В конце 1942 года в Великобритании мелкие вкладчики имели счета на впечатляющие 1,7 млрд фунтов стерлингов из 4,6 млрд фунтов, которые были собраны в ходе кампаний в пользу займов[949]. В пересчете на численность населения немецкие малообеспеченные слои населения должны были бы подписаться на военные займы на сумму 23,5 млрд рейхсмарок, а нацистские финансовые руководители – разместить долгосрочные облигации на сумму 61 млрд рейхсмарок на германском рынке ценных бумаг. О таком (материализовавшемся) массовом одобрении Гитлер и мечтать не мог. Но нельзя себе представить, чтобы Вильгельм Фуртвенглер, Эдвин Фишер и Берлинский филармонический оркестр исполнили Концерт для фортепиано с оркестром № 5 Бетховена в апреле 1943 года, чтобы таким образом получить военный заем рейха на ночные истребители, штурмовые винтовки и тяжелую артиллерию.
В Великобритании и США уверенность в победе опиралась на широкое, сознательно активизированное общественное сознание. В Германии было не так.
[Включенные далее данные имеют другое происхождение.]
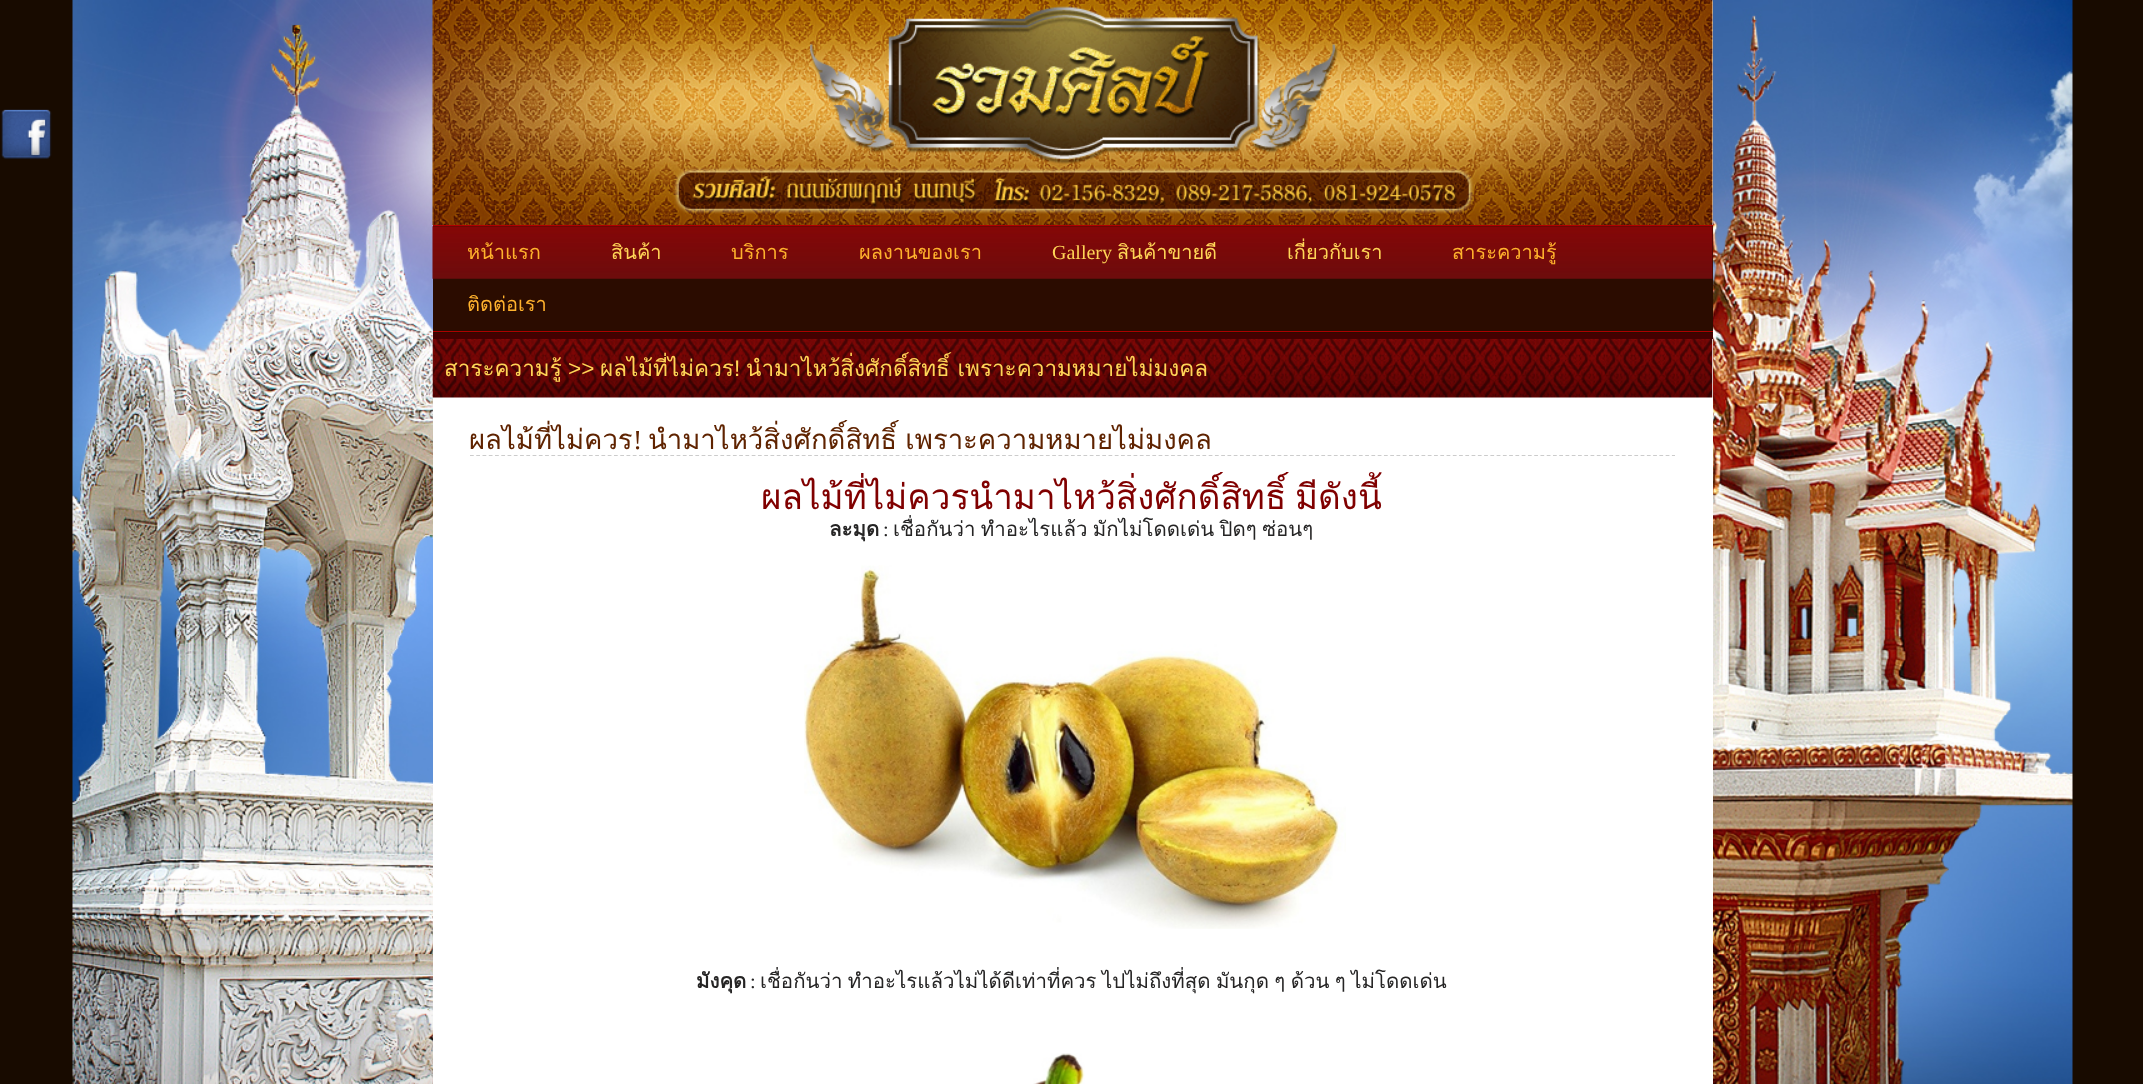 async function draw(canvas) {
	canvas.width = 2143;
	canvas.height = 1084;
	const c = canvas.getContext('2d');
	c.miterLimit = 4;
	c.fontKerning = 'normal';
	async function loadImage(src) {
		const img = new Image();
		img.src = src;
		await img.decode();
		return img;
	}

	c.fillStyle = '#180b00';
	c.fillRect(0, 0, 2143, 1084);
	c.drawImage(await loadImage('img1.png'), 72, 0, 2001, 1084);
	c.drawImage(await loadImage('img2.png'), 1, 109, 51, 50);
	c.fillStyle = '#fff';
	c.fillRect(433, 0, 1280, 1084);
	c.drawImage(await loadImage('img3.png'), 432, 0, 1281, 225);
	c.fillStyle = '#2b0c00';
	c.fillRect(433, 226, 1280, 107);
	c.drawImage(await loadImage('img4.png'), 432, 226, 1281, 53);
	c.fillStyle = '#af0000';
	c.fillRect(433, 225, 1280, 1);
	c.fillRect(433, 331, 1280, 1);
	c.font = '20px Loma';
	c.fillStyle = '#ffb22d';
	c.fillText('หน้าแรก', 467, 259);
	c.fillStyle = '#ffd557';
	c.fillText('สินค้า', 611, 259);
	c.fillStyle = '#ffb22d';
	c.fillText('บริการ', 731, 259);
	c.fillText('ผลงานของเรา', 859, 259);
	c.font = '20px Liberation Serif';
	c.fillStyle = '#ffd557';
	c.fillText('Gallery', 1052, 259);
	c.font = '20px Loma';
	c.fillText('สินค้าขายดี', 1117, 259);
	c.fillText('เกี่ยวกับเรา', 1287, 259);
	c.fillStyle = '#ffb22d';
	c.fillText('สาระความรู้', 1452, 259);
	c.fillText('ติดต่อเรา', 467, 311);
	c.fillStyle = '#400';
	c.fillRect(433, 333, 1280, 6);
	c.drawImage(await loadImage('img5.png'), 432, 338, 1281, 60);
	c.font = '22.5px Loma';
	c.fillStyle = '#ffd557';
	c.fillText('สาระความรู้', 444, 376);
	c.font = '22.5px Liberation Sans';
	c.fillText('>>', 568, 376);
	c.font = '22.5px Loma';
	c.fillText('ผลไม้ที่ไม่ควร', 600, 376);
	c.font = '22.5px Liberation Sans';
	c.fillText('!', 734, 376);
	c.font = '22.5px Loma';
	c.fillText('นำมาไหว้สิ่งศักดิ์สิทธิ์ เพราะความหมายไม่มงคล', 746, 376);
	c.beginPath();
	c.moveTo(470, 455.5);
	c.lineTo(1675, 455.5);
	c.strokeStyle = '#ccc';
	c.lineWidth = 1.2;
	c.setLineDash([3.75, 2.51]);
	c.stroke();
	c.font = '27.5px Loma';
	c.fillStyle = '#5f2300';
	c.fillText('ผลไม้ที่ไม่ควร', 469, 449);
	c.font = '27.5px Liberation Serif';
	c.fillText('!', 633, 449);
	c.wordSpacing = '-1px';
	c.font = '27.5px Loma';
	c.fillText('นำมาไหว้สิ่งศักดิ์สิทธิ์ เพราะความหมายไม่มงคล', 648, 449);
	c.wordSpacing = '-3px';
	c.font = '35px Loma';
	c.fillStyle = '#800000';
	c.fillText('ผลไม้ที่ไม่ควรนำมาไหว้สิ่งศักดิ์สิทธิ์ มีดังนี้', 761, 509);
	c.wordSpacing = '0px';
	c.font = 'bold 20.45px Loma';
	c.fillStyle = '#252424';
	c.fillText('ละมุด', 829, 536);
	c.font = '20.45px Liberation Serif';
	c.fillText(':', 883, 536);
	c.wordSpacing = '-1.5px';
	c.font = '20.45px Loma';
	c.fillText('เชื่อกันว่า ทำอะไรแล้ว มักไม่โดดเด่น ปิดๆ ซ่อนๆ', 893, 536);
	c.drawImage(await loadImage('img6.png'), 804, 565, 542, 364);
	c.wordSpacing = '0px';
	c.font = 'bold 20.45px Loma';
	c.fillText('มังคุด', 696, 988);
	c.font = '20.45px Liberation Serif';
	c.fillText(':', 750, 988);
	c.wordSpacing = '-1.5px';
	c.font = '20.45px Loma';
	c.fillText('เชื่อกันว่า ทำอะไรแล้วไม่ได้ดีเท่าที่ควร ไปไม่ถึงที่สุด มันกุด ๆ ด้วน ๆ ไม่โดดเด่น', 760, 988);
	c.drawImage(await loadImage('img7.png'), 1033, 1053, 52, 31);
}

draw(document.querySelector('canvas')); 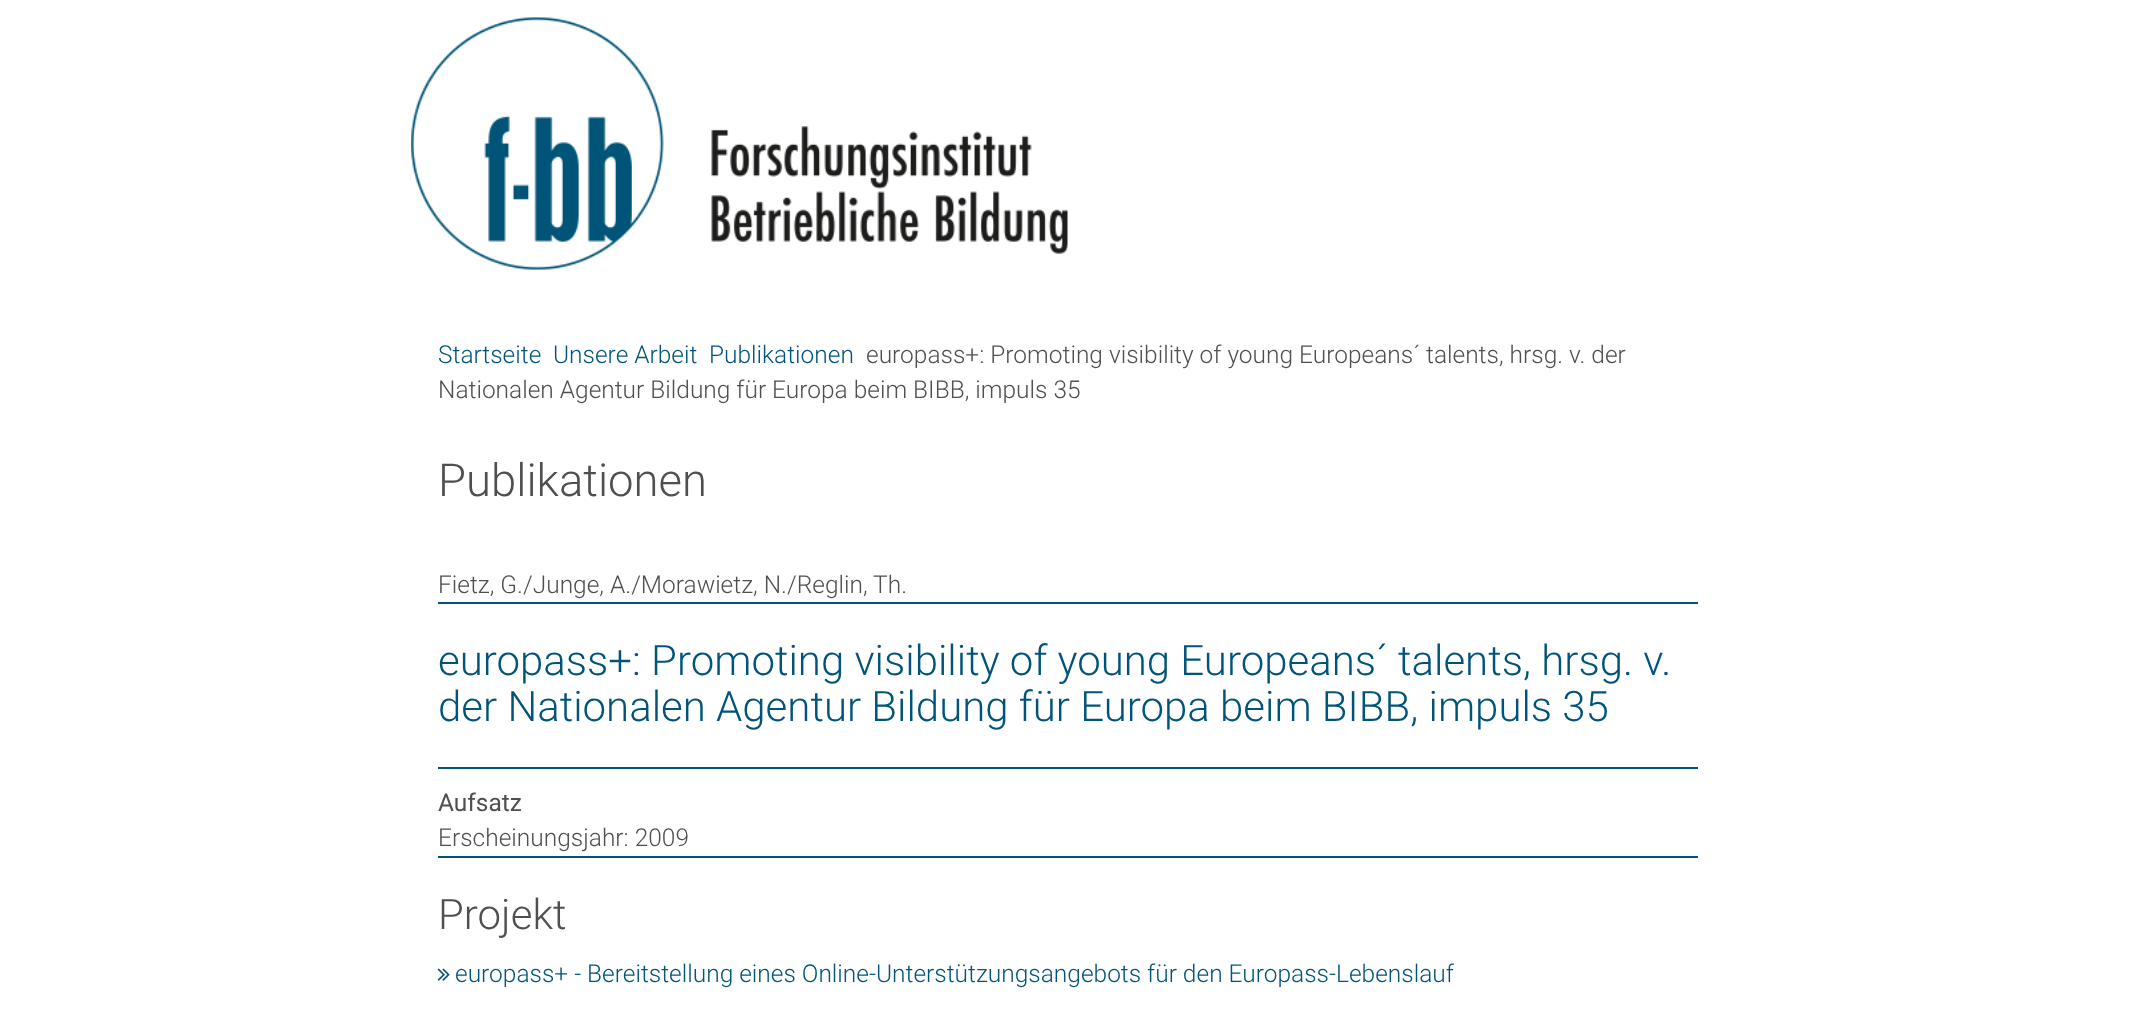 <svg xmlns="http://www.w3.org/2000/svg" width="2134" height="1028">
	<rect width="100%" height="100%" fill="#FFFFFF" />
	<image x="411" y="17" width="657" height="253" href="assets/img1.png" />
	<g font-family="Roboto" font-size="24.5" font-weight="300" fill="#00547A">
		<text x="438" y="363">Startseite</text>
		<text x="553" y="363">Unsere Arbeit</text>
		<text x="709" y="363">Publikationen</text>
	</g>
	<g font-family="Roboto" font-size="24.5" font-weight="300" fill="#4F4F4F">
		<text x="866" y="363">europass+: Promoting visibility of young Europeans´ talents, hrsg. v. der</text>
		<text x="438" y="398">Nationalen Agentur Bildung für Europa beim BIBB, impuls 35</text>
	</g>
	<text x="438" y="496" font-family="Roboto" font-size="45.5" font-weight="300" fill="#4F4F4F">Publikationen</text>
	<text x="438" y="593" font-family="Roboto" font-size="24.5" font-weight="300" fill="#4F4F4F">Fietz, G./Junge, A./Morawietz, N./Reglin, Th.</text>
	<rect x="438" y="602" width="1260" height="2" fill="#00547A" />
	<rect x="438" y="767" width="1260" height="2" fill="#00547A" />
	<g font-family="Roboto" font-size="42" font-weight="300" fill="#00547A">
		<text x="438" y="675">europass+: Promoting visibility of young Europeans´ talents, hrsg. v.</text>
		<text x="438" y="721">der Nationalen Agentur Bildung für Europa beim BIBB, impuls 35</text>
	</g>
	<text x="438" y="811" font-family="Roboto" font-size="24.5" fill="#4F4F4F">Aufsatz</text>
	<text x="438" y="846" font-family="Roboto" font-size="24.5" font-weight="300" fill="#4F4F4F">Erscheinungsjahr: 2009</text>
	<rect x="438" y="856" width="1260" height="2" fill="#00547A" />
	<text x="438" y="929" font-family="Roboto" font-size="42" font-weight="300" fill="#4F4F4F">Projekt</text>
	<image x="437" y="968" width="13" height="13" href="assets/img2.png" />
	<text x="455" y="982" font-family="Roboto" font-size="24.5" font-weight="300" fill="#00547A">europass+ - Bereitstellung eines Online-Unterstützungsangebots für den Europass-Lebenslauf</text>
</svg>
В начале 1943 года ученый-экономист Бернхард Беннинг растерянно спросил сам себя: «Почему в Германии, где нам, как утверждает пропаганда, не нужно поступаться своими интересами, мы стали жадными?»[950] То же самое можно сказать и об имеющих широкий спектр действия налогах, которые росли в Великобритании быстро и значительно, в сочетании с контролируемой, но создающей финансовые проблемы инфляцией военного времени. В то время как в Великобритании поступления от налогов и сборов во время Второй мировой войны выросли на 336 %, в Германии – на 196 %.
Если учесть, что некоторое экономическое улучшение в рейхе происходило в значительной степени за счет аннексированных территорий, эксплуатации принудительного труда и общих административных доходов, полученных на основе экспроприации собственности, мошеннических финансовых махинаций и геноцида, то можно легко подсчитать, что налоговая нагрузка в Великобритании увеличилась по сравнению с Германией более чем в два раза. Сюда же относится (в резком контрасте с Германией) тот факт, что 85 % доходов от налогов и сборов в Великобритании поступали от тех, кто зарабатывал 500 фунтов стерлингов в год и меньше[951].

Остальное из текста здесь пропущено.